There were three good reasons why they should not wander. First, because they were wearied with a long day’s work, and one that had been particularly severe. Secondly, the paths leading out were difficult to find. And thirdly, because both the grass and water there were of as good a quality as either horse or ox could have expected to meet with elsewhere. There was no reason, therefore, why any of them should go beyond the confines of the valley where the camp was situated.
As usual, no sooner were Klaas and Jan fairly out of their saddles than they went bird’s-nesting. Several kinds of birds had been seen by them as they entered this secluded valley; and it was likely that some of their nests would be found at no great distance off.
And some were found. Upon the shrubs and reeds quite a colony of birds had made their habitations. They were small sparrow-looking birds, having nests of a kidney-shape, hollow in the inside, which was reached by little circular entrances, something like the nests of the common wren. The outside part was constructed of grass; while inside, the nests were lined with a soft substance resembling wool. This was the cottony down obtained from some plant that, no doubt, grew in that neighbourhood, but which the boys could not see anywhere around.
Now these little birds were already well known to the young yägers. They had met with them before; and all of them knew they were birds of the genus Ploceinae, or weaver-birds. They knew, moreover, that there are not only many species of weaver-birds, but that there are also many genera, or rather subgenera, of them, differing from each other in size, colour, and habits, but all possessing the curious instinct of building nests of a very ingenious kind—in other words “weaving” them; from which circumstance they derive their trivial name. The nests of all the species differ from each other.

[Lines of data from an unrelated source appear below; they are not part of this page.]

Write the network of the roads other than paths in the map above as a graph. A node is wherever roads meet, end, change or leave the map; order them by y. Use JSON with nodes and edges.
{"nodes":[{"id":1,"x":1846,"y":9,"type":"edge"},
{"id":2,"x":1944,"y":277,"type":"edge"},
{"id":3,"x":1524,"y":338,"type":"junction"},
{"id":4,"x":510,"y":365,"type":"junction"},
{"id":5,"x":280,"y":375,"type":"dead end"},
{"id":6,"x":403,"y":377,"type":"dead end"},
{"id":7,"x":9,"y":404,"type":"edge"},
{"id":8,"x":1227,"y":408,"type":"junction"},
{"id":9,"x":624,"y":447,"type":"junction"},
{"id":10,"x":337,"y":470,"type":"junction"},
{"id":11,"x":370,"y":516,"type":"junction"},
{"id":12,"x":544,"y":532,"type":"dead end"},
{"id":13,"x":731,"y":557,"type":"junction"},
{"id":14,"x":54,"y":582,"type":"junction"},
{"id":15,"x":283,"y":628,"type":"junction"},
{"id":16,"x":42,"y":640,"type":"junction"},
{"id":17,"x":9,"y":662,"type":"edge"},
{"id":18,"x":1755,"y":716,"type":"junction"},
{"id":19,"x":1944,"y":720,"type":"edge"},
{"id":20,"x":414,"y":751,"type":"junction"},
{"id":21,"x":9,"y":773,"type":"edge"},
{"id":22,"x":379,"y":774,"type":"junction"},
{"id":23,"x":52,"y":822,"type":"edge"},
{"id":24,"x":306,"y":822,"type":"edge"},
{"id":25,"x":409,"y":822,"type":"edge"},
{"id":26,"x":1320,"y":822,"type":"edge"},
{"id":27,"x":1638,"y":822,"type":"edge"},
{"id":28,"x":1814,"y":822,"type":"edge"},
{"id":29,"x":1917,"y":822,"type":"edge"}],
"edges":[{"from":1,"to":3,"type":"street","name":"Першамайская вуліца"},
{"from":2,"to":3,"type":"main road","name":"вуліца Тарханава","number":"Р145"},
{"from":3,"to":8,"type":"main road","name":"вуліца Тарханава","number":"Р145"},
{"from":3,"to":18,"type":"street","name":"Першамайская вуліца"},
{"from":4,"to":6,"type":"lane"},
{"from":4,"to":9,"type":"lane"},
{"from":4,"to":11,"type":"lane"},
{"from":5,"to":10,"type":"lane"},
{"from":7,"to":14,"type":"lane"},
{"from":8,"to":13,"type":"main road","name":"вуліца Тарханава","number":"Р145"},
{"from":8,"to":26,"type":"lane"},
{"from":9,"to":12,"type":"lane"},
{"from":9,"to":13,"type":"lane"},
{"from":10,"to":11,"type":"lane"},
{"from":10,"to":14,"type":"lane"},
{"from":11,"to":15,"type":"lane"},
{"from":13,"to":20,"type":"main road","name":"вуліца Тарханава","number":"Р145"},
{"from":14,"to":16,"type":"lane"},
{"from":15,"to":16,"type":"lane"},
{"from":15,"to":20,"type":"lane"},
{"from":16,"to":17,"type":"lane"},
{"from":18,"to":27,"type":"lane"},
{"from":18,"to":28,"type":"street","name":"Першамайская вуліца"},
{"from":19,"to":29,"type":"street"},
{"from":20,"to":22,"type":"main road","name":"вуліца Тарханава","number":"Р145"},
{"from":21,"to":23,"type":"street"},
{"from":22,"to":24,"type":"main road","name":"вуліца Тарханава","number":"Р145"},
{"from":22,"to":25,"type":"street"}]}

Some are constructed of a globe-shape; others like a chemist’s retort; others of kidney-form; and still another kind of nest is that of the “social weaver-birds.” These last unite in large numbers, and fill one great nest, or “hive,” which often fills the whole top of a great acacia, looking like a haystack built among the branches of the tree.
The little weavers observed by Klaas and Jan were of the genus Amadina—the Amadina squamifrons; and both the boys were glad at encountering some of their nests at that moment. Not that they were at all curious to see the eggs, for they had examined them often before. No: that was not the reason. There was another and a different one. It was this: the inside lining of the nest of the amadina makes excellent wadding for shot-guns—quite equal to tow, and even better than the softest paper; and as both Klaas and Jan were out of wadding, they expected to replenish their stock by robbing the poor amadinas of their pretty nests.
They would not have done so wantonly, for Hans would not have permitted them; but, as hunters, they stood in real need of the article, and therefore they took it without remorse.
Simple as the thing was, they were compelled to unravel the nests before they could get at the soft material with which they were lined: and this unravelling was not done without some difficulty, for the outside work was woven together like the rods in a fine piece of basket-work. The entrance which the bird had left for its own passage in and out was so small, that the boys could not thrust their hands into it; and, what was singular, this entrance, whenever the bird was absent from the nest, was so closed up that it was difficult to find it!
Having obtained as much wadding as they required out of a pair of nests, the boys did not disturb any of the others; but permitting them to hang where they had found them, returned to the wagons.
They had not been long there before their attention was attracted to another bird, and one of a rarer and more curious kind than the amadina. It did not differ much from the latter in point of size, but in the nature and colour of its plumage—which was most curious indeed. The bird which now occupied the attention, not only of Klaas and Jan, but of all the others, was about the size of a canary-bird; but its long tail-feathers, several times the length of its body, gave it the appearance of being much larger than it really was.
Its colour was of a very dark glossy brown, or nearly black, upon the head and over the upper parts of the body. Around the neck was a collar of orange rufous, which grew paler upon the breast, ending in a buff tinge over the abdomen, lower parts of the body, and thighs.